Dosa did not provide statements from other friends in the United States; (4) Dosa did not

obtain a statement from his mother testifying to a grenade attack on Dosa’s house after he

escaped to the United States; and (5) Dosa only submitted one letter from his mother and

one from Sanci, and did not submit others that he received from both individuals.

       Of these five potential sources of evidence, Dosa was asked to explain only three:

not calling his uncles to testify, not providing more letters from his mother and Sanci, and
(No. 03-4323)                               - 16 -

not getting a statement from his mother about the grenade attack. He was never asked

why he did not provide a statements from his brother, sisters, or friends in the United States

(one of whom he attempted unsuccessfully to call as a witness), and therefore cannot be

said to have failed to explain the absence of those statements.

       Dosa explained that he did not ask his uncles to testify on his behalf because he was

no longer on good terms with them since they each married. He explained that he threw

away his other letters from Sanci after reading them, and that he did not submit other

letters from his mother because they did not discuss anything relevant to his application.

Finally, he explained that he did not get a statement from his mother about the grenade

attack because he did not know he needed to do so. The IJ rejected each of these

explanations without explanation, declaring simply that “no reasonable explanation” had

been given. This is not an acceptable basis for the denial of an otherwise meritorious

asylum claim.    Our review of an IJ’s decisions requires that we assess whether a

reasonable adjudicator could agree with the IJ’s conclusions; an assessment that is

impossible when an IJ fails to explain the basis for his findings. See See Secaida-Rosales

v. INS, 331 F.3d 297, 307 (2d Cir. 2003) (“When an IJ rejects an applicant’s testimony, the

IJ must provide ‘specific, cogent’ reasons for doing so.”) (citing Aguilera-Cota v. INS, 914
F.2d 1375, 1381 (9th Cir. 1990)); Mersinaj v. Ashcroft, 107 F. App’x 553, 555 (6th Cir.

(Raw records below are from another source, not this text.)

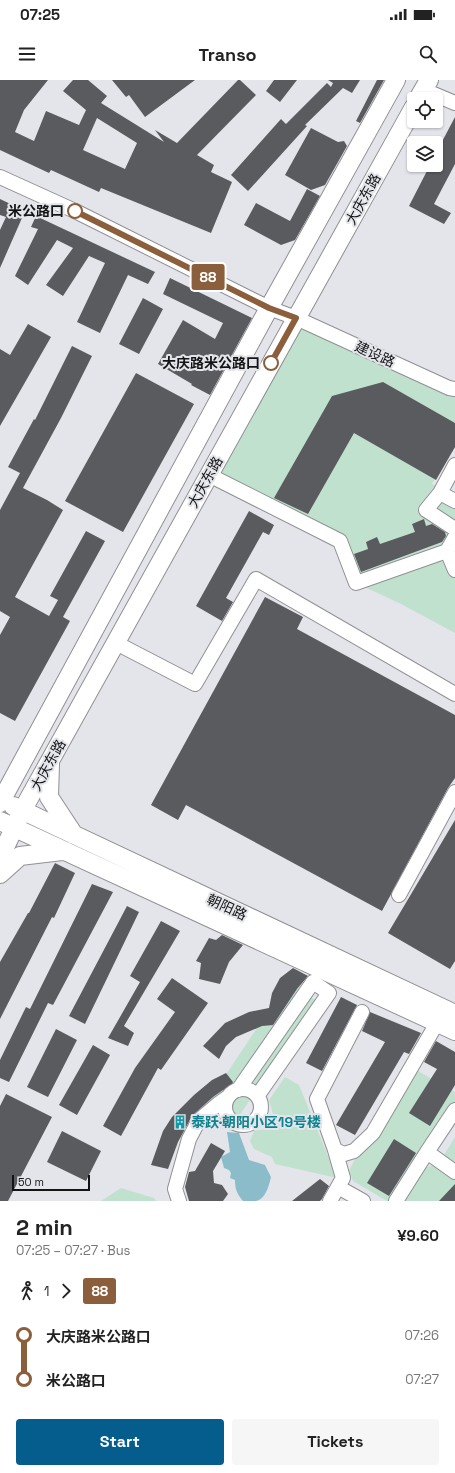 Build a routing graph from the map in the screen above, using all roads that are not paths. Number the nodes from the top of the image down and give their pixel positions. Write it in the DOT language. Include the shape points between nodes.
graph roads {
  1 [pos="396,80"];
  2 [pos="424,90"];
  3 [pos="455,103"];
  4 [pos="407,120"];
  5 [pos="0,177"];
  6 [pos="269,308"];
  7 [pos="296,318"];
  8 [pos="455,389"];
  9 [pos="455,465"];
  10 [pos="209,474"];
  11 [pos="440,493"];
  12 [pos="455,501"];
  13 [pos="455,529"];
  14 [pos="455,537"];
  15 [pos="447,551"];
  16 [pos="455,570"];
  17 [pos="116,642"];
  18 [pos="455,694"];
  19 [pos="50,762"];
  20 [pos="455,792"];
  21 [pos="1,801"];
  22 [pos="22,811"];
  23 [pos="7,825"];
  24 [pos="75,836"];
  25 [pos="62,850"];
  26 [pos="0,858"];
  27 [pos="0,874"];
  28 [pos="399,895"];
  29 [pos="362,1012"];
  30 [pos="455,1014"];
  31 [pos="437,1023"];
  32 [pos="455,1031"];
  33 [pos="233,1094"];
  34 [pos="258,1096"];
  35 [pos="455,1110"];
  36 [pos="335,1150"];
  37 [pos="427,1152"];
  38 [pos="455,1172"];
  39 [pos="338,1187"];
  40 [pos="176,1198"];
  41 [pos="330,1201"];
  42 [pos="363,1201"];
  43 [pos="396,1201"];
  1 -- 6 [label="main road, 大庆东路"];
  2 -- 3 [label="street"];
  4 -- 7 [label="main road, 大庆东路"];
  5 -- 6 [label="street, 建设路" via="75,211"];
  6 -- 7 [label="street, 建设路"];
  6 -- 21 [label="main road, 大庆东路"];
  7 -- 8 [label="street, 建设路"];
  7 -- 10 [label="main road, 大庆东路"];
  9 -- 11 [label="street"];
  10 -- 15 [label="street" via="340,541 356,583"];
  10 -- 17 [label="main road, 大庆东路"];
  11 -- 12 [label="street"];
  11 -- 13 [label="street" via="426,510"];
  14 -- 15 [label="street"];
  15 -- 16 [label="street"];
  17 -- 18 [label="street" via="195,684 256,580"];
  17 -- 19 [label="main road, 大庆东路"];
  19 -- 22 [label="main road, 大庆东路"];
  19 -- 24 [label="main road" via="49,797"];
  20 -- 28 [label="street"];
  21 -- 22 [label="main road, 朝阳路"];
  22 -- 23 [label="main road, 大庆东路"];
  22 -- 24 [label="main road, 朝阳路"];
  23 -- 25 [label="main road, 朝阳路"];
  23 -- 26 [label="main road, 大庆东路"];
  24 -- 30 [label="main road, 朝阳路"];
  25 -- 27 [label="main road" via="20,856"];
  25 -- 31 [label="main road, 朝阳路"];
  29 -- 36 [label="street" via="317,1099"];
  31 -- 32 [label="main road, 朝阳路"];
  31 -- 36 [label="street" via="373,1133 354,1151 344,1154"];
  33 -- 34 [label="street" via="248,1089"];
  33 -- 34 [label="street" via="226,1103 227,1115 235,1123 247,1125 261,1113 261,1101"];
  33 -- 34 [label="street" via="313,982 329,993"];
  33 -- 40 [label="street" via="199,1120 189,1139 174,1189"];
  35 -- 37 [label="street"];
  36 -- 39 [label="street" via="343,1178"];
  37 -- 38 [label="street"];
  37 -- 43 [label="street"];
  39 -- 41 [label="street"];
  39 -- 42 [label="street"];
}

2002) (unpublished) (“A credibility finding supported by specific, cogent reasons will be

upheld.”). Although the IJ was not obliged to accept Dosa’s explanations, he was obliged

to spell out his reasons for rejecting them. He did not, and we therefore lack any basis for

concluding that his decision was supported by substantial evidence.
(No. 03-4323)                              - 17 -

       Never having met or questioned Mr. Dosa, I cannot say affirmatively that he is a

credible witness to the events he claims took place in Togo. Nor can I say that a

reasonable adjudicator could not set forth the type of cogent reasons lacking in the IJ’s

opinion for disbelieving certain aspects of Dosa’s testimony. Indeed, it may be true that if

the IJ had reached a more measured conclusion in this case, more clearly tied to the

evidence in the record, I would have joined the court in affirming the BIA’s decision. I do

not believe, however, that any reasonable adjudicator could, on the basis of the evidence

cited by the IJ, reach the hyperbolic conclusion that Dosa was “an inherently incredible

person” who had failed to demonstrate “that he is from Togo, let alone that he is a member

of the UFC or has done anything for the party.” I would remand this case to the BIA for

reconsideration or a new hearing.

       For these reasons, I respectfully dissent.